Start of Extracted information

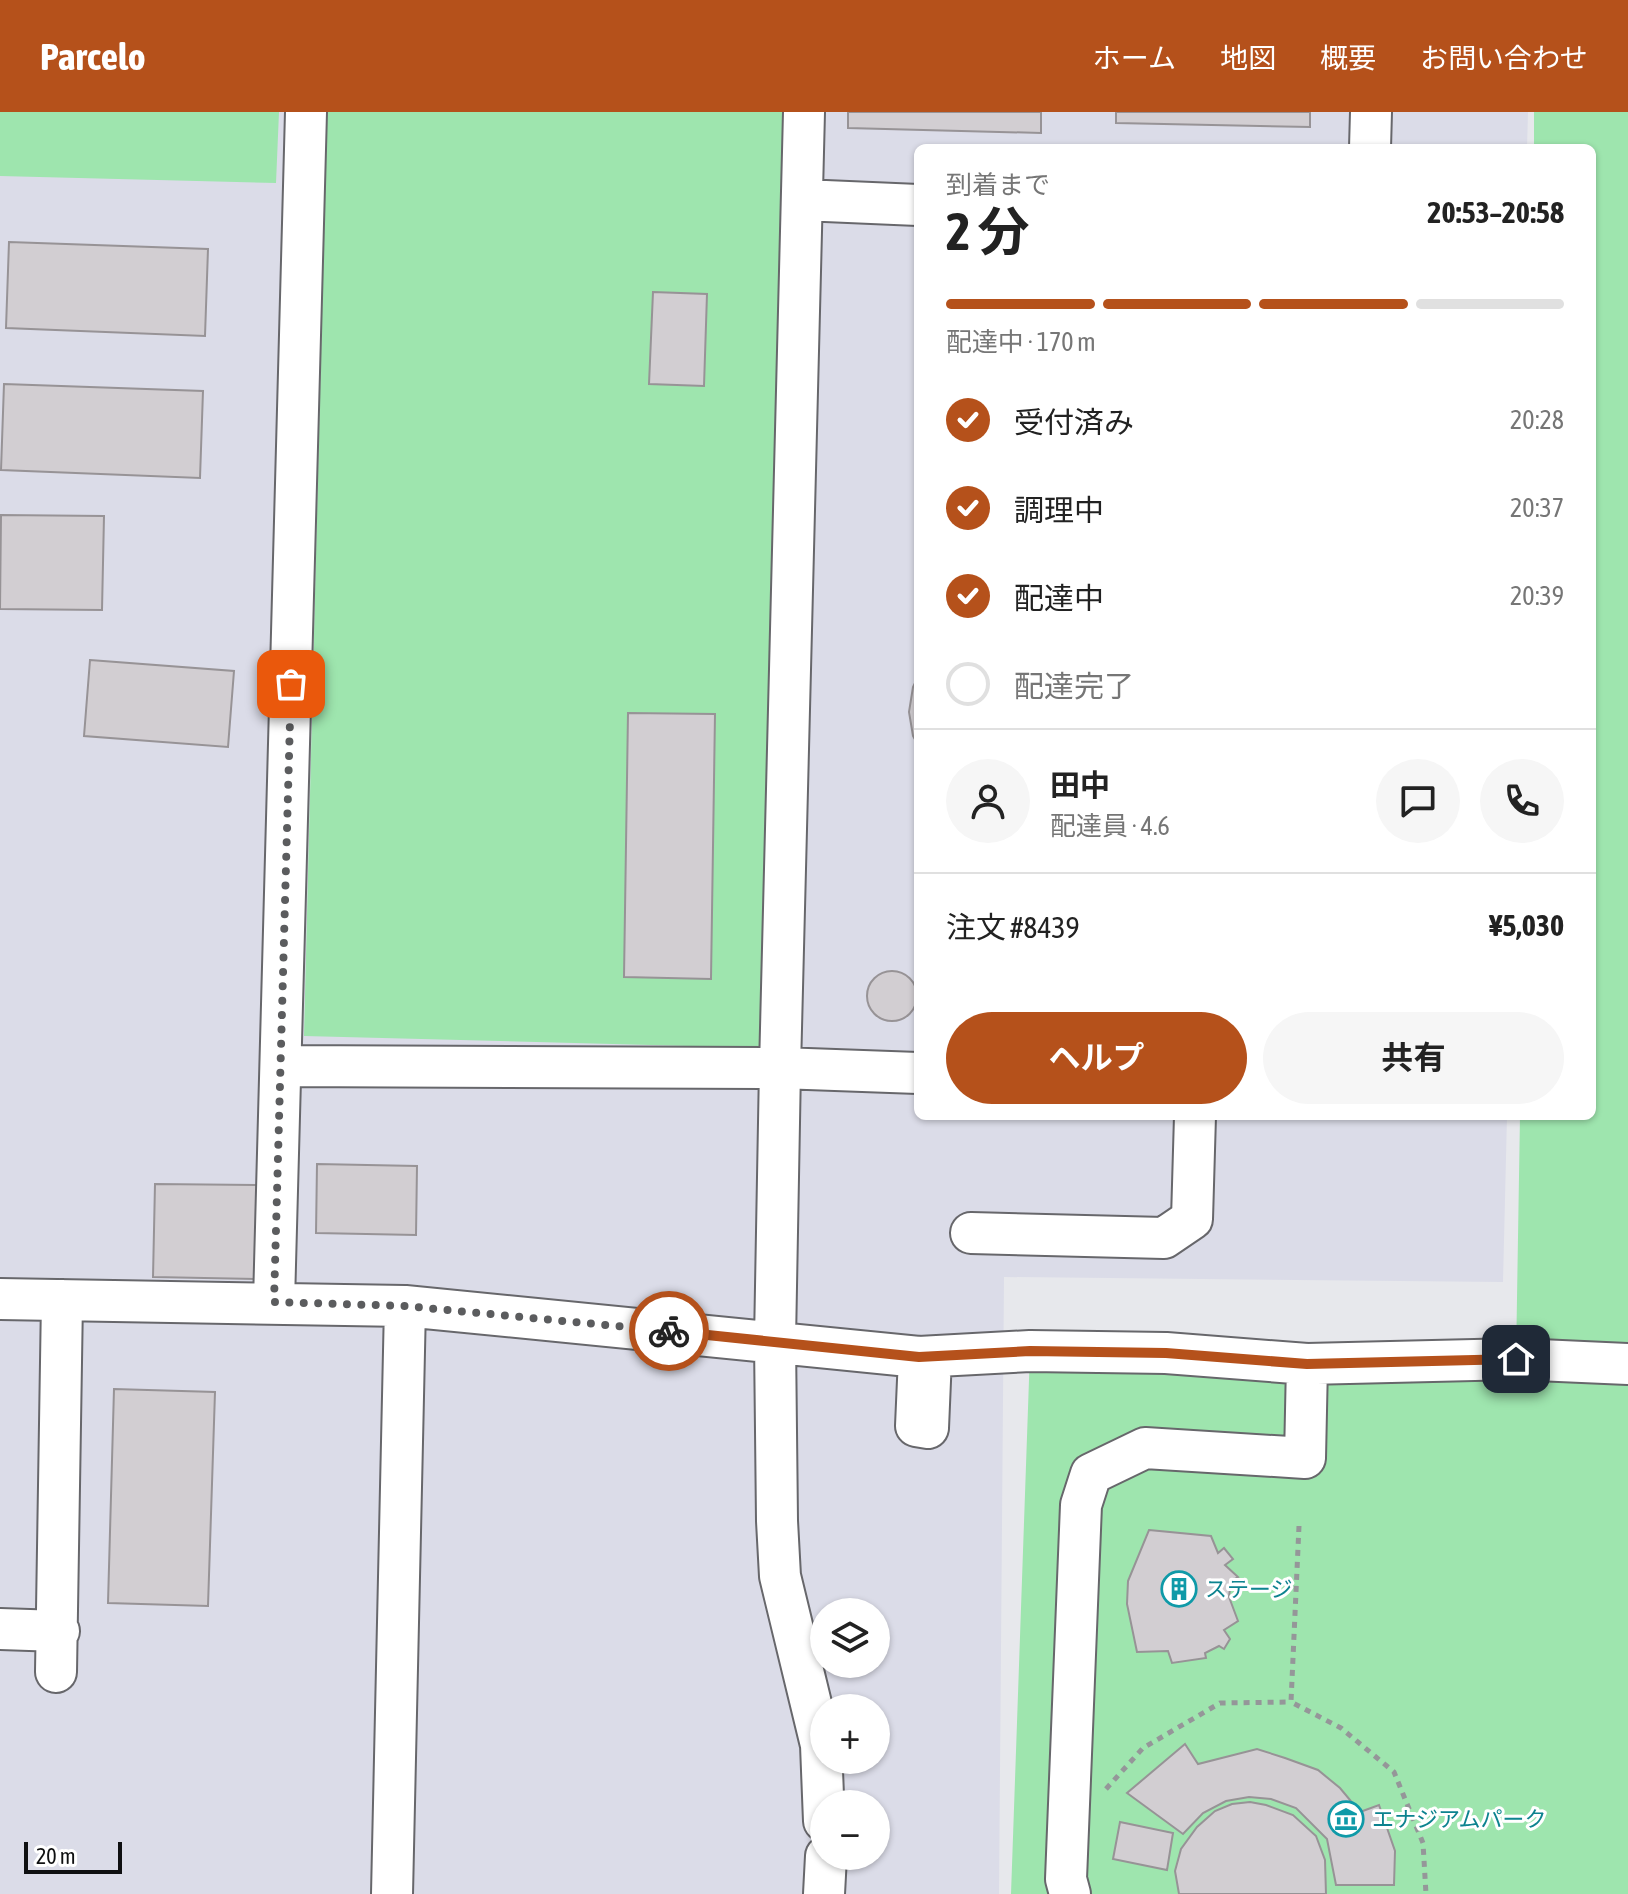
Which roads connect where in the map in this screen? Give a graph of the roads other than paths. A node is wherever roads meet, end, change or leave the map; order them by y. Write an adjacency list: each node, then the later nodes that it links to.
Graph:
1 (306, 112): 7 (street)
2 (804, 112): 5 (street)
3 (1371, 112): 4 (street)
4 (1370, 144)
5 (802, 200): 6 (street); 8 (street)
6 (914, 205)
7 (282, 1066): 8 (street); 14 (street)
8 (780, 1068): 9 (street); 16 (street)
9 (914, 1073)
10 (1195, 1120): 11 (street)
11 (971, 1233)
12 (0, 1299): 13 (street)
13 (62, 1300): 14 (street); 20 (street)
14 (274, 1302): 15 (street)
15 (405, 1306): 16 (street); 24 (street)
16 (775, 1341): 17 (street); 22 (street)
17 (1307, 1364): 18 (street); 26 (street)
18 (1628, 1364)
19 (0, 1629): 20 (street)
20 (59, 1631): 21 (street)
21 (56, 1672)
22 (823, 1790)
23 (825, 1870): 25 (street)
24 (392, 1894)
25 (824, 1894)
26 (1070, 1894)

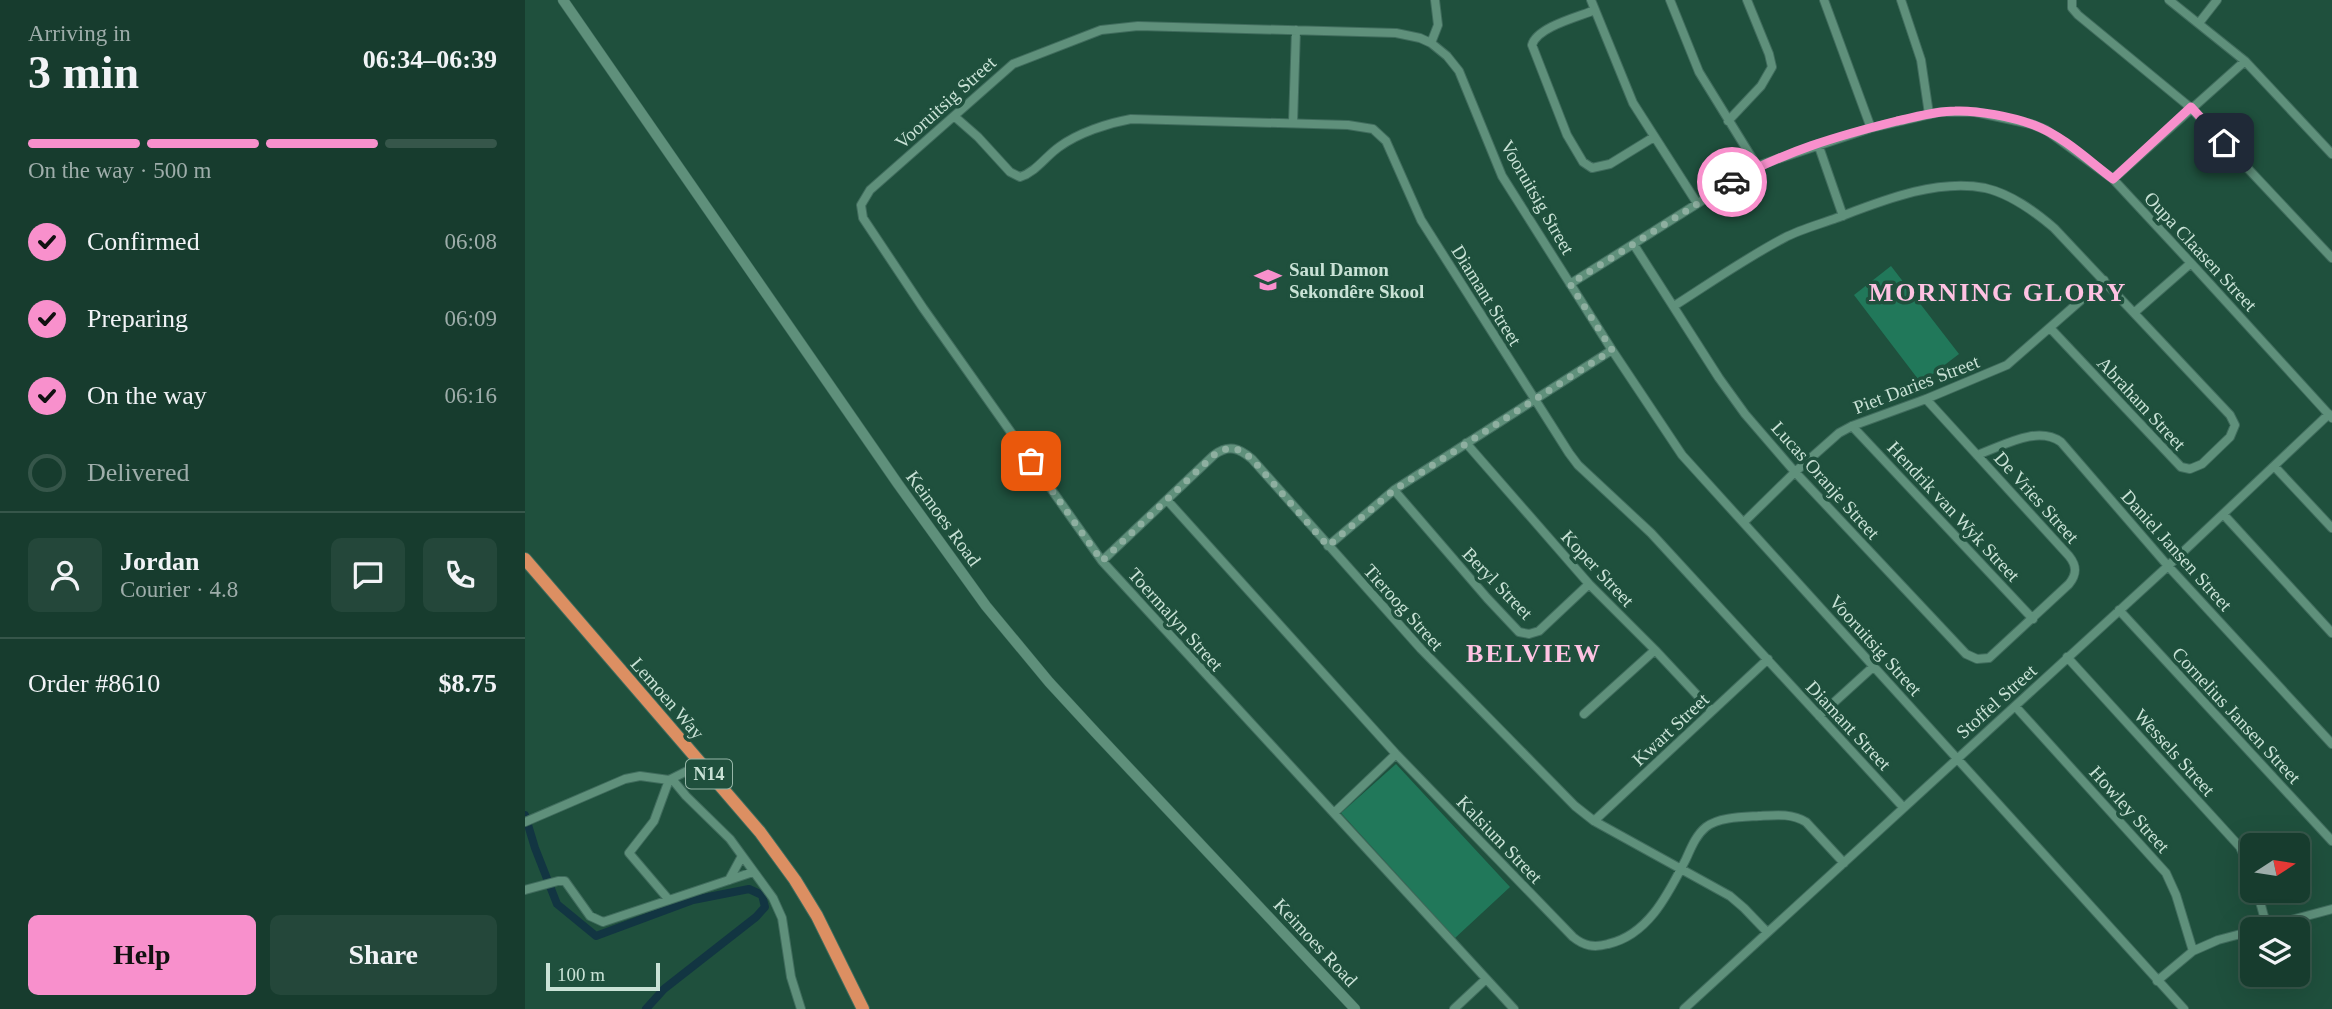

End of Extracted information

◆ Task requirements ◆
Set down every entry above without alteration, but print no images.

◆ Your response ◆
Which roads connect where in the map in this screen? Give a graph of the roads other than paths. A node is wherever roads meet, end, change or leave the map; order them by y. Write an adjacency list: each node, then the later nodes that it links to.
Graph:
1 (306, 112): 7 (street)
2 (804, 112): 5 (street)
3 (1371, 112): 4 (street)
4 (1370, 144)
5 (802, 200): 6 (street); 8 (street)
6 (914, 205)
7 (282, 1066): 8 (street); 14 (street)
8 (780, 1068): 9 (street); 16 (street)
9 (914, 1073)
10 (1195, 1120): 11 (street)
11 (971, 1233)
12 (0, 1299): 13 (street)
13 (62, 1300): 14 (street); 20 (street)
14 (274, 1302): 15 (street)
15 (405, 1306): 16 (street); 24 (street)
16 (775, 1341): 17 (street); 22 (street)
17 (1307, 1364): 18 (street); 26 (street)
18 (1628, 1364)
19 (0, 1629): 20 (street)
20 (59, 1631): 21 (street)
21 (56, 1672)
22 (823, 1790)
23 (825, 1870): 25 (street)
24 (392, 1894)
25 (824, 1894)
26 (1070, 1894)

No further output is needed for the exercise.